Coordinate data protection (GDPR), information security (ISO 27001) and NIS2 without duplication. Guide with shared risk model and incident process.

  1. 72
    hours for GDPR notification vs 24 hours for NIS2 early warning
    GDPR Article 33, Cybersecurity Act
  2. ISO
    ISO 27001 covers an estimated 70–80% of Cybersecurity Act requirements
    Industry assessment
  3. The
    The Cybersecurity Act entered into force 15 January 2026
    SFS 2025:1506

What is the difference between data protection and information security?

Data protection is about protecting individuals’ right to privacy when processing personal data. Information security is about protecting all business-critical information — regardless of whether it contains personal data or not.

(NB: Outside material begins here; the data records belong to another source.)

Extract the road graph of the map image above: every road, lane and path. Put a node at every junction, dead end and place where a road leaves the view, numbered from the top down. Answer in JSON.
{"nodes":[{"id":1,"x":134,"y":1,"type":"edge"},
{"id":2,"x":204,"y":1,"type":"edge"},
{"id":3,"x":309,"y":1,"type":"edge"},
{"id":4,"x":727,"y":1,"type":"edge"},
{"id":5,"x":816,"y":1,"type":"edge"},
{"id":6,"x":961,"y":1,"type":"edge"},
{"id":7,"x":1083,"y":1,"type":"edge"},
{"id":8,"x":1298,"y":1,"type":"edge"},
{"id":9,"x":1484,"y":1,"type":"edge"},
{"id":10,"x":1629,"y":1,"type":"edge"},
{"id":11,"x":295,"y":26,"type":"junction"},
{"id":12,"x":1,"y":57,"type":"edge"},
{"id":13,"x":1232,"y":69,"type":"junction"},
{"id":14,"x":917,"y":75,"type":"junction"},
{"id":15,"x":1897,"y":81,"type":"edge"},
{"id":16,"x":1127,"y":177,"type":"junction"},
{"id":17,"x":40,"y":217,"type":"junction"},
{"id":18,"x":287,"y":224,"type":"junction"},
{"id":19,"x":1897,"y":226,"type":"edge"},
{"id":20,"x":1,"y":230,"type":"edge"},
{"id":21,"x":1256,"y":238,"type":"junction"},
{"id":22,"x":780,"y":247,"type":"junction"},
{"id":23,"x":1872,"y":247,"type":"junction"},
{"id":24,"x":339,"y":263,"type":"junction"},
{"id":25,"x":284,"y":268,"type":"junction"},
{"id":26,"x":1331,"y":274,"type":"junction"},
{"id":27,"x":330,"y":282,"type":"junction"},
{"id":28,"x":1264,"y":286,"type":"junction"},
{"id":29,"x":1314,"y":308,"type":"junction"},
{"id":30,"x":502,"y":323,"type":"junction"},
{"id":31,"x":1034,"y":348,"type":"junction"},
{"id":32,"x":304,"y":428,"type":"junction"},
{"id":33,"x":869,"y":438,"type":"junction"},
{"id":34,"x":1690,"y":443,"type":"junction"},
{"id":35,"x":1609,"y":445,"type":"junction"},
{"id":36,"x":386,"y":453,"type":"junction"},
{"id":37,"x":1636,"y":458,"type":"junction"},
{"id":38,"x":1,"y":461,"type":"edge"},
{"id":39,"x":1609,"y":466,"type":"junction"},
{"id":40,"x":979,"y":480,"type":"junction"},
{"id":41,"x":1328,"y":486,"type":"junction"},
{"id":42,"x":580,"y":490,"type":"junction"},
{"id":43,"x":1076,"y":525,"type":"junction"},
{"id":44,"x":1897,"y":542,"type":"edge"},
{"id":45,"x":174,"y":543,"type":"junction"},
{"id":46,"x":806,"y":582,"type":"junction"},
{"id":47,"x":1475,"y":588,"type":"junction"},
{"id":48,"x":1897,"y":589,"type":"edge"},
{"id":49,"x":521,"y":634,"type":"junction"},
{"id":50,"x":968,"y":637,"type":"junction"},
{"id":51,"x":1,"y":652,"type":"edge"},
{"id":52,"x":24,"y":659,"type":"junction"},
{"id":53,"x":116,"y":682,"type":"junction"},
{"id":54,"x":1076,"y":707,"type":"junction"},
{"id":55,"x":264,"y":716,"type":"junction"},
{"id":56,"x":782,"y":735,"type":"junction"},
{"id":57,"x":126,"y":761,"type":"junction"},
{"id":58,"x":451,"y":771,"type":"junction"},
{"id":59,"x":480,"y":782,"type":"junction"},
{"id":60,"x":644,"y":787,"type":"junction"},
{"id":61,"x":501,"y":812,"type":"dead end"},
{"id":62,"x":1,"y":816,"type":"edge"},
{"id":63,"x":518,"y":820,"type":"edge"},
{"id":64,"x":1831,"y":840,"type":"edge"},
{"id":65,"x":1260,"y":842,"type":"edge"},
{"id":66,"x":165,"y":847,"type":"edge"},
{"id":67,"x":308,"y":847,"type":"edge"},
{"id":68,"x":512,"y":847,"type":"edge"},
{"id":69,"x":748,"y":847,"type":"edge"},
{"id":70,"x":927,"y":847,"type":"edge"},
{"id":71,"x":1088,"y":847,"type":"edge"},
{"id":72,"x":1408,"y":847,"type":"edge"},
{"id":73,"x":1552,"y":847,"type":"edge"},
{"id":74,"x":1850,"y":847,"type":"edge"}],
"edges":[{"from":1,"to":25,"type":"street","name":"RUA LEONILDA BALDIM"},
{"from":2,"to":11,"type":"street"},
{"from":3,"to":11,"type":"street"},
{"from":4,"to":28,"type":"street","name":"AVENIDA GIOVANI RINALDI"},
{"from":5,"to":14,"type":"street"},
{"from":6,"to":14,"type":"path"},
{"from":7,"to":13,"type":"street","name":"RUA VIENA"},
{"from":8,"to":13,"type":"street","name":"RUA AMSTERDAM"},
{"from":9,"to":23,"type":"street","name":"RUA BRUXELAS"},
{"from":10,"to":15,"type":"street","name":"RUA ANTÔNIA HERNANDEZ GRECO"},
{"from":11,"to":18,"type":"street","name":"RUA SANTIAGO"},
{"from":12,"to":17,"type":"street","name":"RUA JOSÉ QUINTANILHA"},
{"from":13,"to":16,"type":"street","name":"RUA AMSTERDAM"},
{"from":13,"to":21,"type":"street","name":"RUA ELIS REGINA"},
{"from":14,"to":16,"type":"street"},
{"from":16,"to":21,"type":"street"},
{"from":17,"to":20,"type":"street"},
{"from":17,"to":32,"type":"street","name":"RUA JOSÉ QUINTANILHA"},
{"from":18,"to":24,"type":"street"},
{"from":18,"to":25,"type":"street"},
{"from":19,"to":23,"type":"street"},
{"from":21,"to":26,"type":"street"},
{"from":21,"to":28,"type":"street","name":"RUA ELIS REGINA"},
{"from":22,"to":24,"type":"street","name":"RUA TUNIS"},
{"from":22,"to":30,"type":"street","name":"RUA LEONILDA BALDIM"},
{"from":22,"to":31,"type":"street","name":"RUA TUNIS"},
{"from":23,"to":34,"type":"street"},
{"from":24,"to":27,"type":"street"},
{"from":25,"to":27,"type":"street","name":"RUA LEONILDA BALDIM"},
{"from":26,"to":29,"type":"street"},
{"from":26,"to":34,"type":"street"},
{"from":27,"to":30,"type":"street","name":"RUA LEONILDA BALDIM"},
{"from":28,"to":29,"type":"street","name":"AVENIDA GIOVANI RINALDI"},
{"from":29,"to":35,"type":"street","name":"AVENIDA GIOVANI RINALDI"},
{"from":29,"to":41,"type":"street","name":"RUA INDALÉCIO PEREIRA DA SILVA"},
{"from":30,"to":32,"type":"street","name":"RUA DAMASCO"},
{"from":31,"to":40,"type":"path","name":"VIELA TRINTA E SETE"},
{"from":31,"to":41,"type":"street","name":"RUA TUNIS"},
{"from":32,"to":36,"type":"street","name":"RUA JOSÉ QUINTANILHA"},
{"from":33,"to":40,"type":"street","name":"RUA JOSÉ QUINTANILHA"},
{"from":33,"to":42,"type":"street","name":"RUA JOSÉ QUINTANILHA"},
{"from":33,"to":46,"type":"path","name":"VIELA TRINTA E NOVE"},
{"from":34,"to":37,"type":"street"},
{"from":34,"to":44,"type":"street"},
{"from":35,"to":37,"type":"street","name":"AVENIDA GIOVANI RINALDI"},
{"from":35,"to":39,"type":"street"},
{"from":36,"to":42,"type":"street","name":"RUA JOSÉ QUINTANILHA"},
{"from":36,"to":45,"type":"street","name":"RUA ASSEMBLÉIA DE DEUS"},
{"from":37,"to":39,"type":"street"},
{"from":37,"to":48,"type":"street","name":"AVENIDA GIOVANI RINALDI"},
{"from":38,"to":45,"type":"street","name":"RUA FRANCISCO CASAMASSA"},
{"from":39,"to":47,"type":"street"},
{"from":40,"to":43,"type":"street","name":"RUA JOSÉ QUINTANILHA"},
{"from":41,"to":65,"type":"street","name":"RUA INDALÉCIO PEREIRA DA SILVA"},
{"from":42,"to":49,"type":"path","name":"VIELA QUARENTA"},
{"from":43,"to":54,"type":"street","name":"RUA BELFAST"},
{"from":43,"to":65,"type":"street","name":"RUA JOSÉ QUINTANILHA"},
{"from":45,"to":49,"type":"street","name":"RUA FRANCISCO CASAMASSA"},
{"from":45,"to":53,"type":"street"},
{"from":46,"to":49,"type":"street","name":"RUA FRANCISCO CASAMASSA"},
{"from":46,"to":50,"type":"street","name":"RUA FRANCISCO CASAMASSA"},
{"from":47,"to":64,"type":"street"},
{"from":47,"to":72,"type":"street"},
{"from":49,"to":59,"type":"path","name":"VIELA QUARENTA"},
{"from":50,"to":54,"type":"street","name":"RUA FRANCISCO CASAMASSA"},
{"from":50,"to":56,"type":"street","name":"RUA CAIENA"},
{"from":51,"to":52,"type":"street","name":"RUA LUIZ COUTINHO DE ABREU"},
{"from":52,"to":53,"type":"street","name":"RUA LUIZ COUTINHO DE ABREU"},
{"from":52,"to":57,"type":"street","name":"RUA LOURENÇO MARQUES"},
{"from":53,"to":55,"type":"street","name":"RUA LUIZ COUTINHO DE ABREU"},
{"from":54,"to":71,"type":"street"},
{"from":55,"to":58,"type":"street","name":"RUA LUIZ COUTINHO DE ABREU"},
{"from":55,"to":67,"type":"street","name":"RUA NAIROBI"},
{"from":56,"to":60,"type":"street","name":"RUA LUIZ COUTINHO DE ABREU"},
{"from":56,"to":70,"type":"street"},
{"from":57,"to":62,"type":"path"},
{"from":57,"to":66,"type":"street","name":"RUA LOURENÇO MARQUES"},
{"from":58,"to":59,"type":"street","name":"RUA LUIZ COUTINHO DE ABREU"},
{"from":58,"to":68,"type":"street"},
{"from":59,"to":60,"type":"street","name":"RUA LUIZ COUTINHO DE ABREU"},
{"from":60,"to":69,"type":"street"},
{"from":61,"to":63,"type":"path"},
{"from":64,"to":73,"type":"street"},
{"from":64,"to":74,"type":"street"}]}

The concepts overlap: GDPR requires technical and organisational security measures (Article 32), which in practice means you need functioning information security to achieve data protection. But information security extends further — it also protects trade secrets, system documentation, contracts and other sensitive data not covered by GDPR.

With the Cybersecurity Act, an additional layer is added: requirements for systematic risk management, incident reporting and documented management responsibility for organisations covered by NIS2 directive sectors. Three regulatory frameworks, one reality — and a strong reason not to build three separate silos.

The key question: Does your organisation handle data protection, information security and NIS2 as separate tracks — or as an integrated whole?

Why the separation creates problems in practice

In many organisations, data protection is owned by a Data Protection Officer (DPO) while information security sits with IT or a CISO. This is logical organisationally, but operationally it often leads to:

Fragmented risk assessments

The DPO conducts Data Protection Impact Assessments (DPIAs) under GDPR. The CISO performs risk analyses according to ISO 27005 or proprietary models. Often it concerns the same systems and the same threats — but the analyses are done in separate documents with different methodologies.

Overlapping controls without connection

Encryption requirements in the GDPR register don't always match the security measures documented in the organisation's ISMS. Result: gaps in reality, excess in documentation.

Audit chaos

When an external auditor reviews ISO 27001 compliance and a supervisory authority reviews GDPR handling, the organisation needs to present a coherent picture. Separate systems make this harder.

Management lacks a complete picture

The Cybersecurity Act requires management to approve security measures and undergo training. A management team receiving separate reports from the DPO, CISO and NIS2 responsible person struggles to make informed decisions.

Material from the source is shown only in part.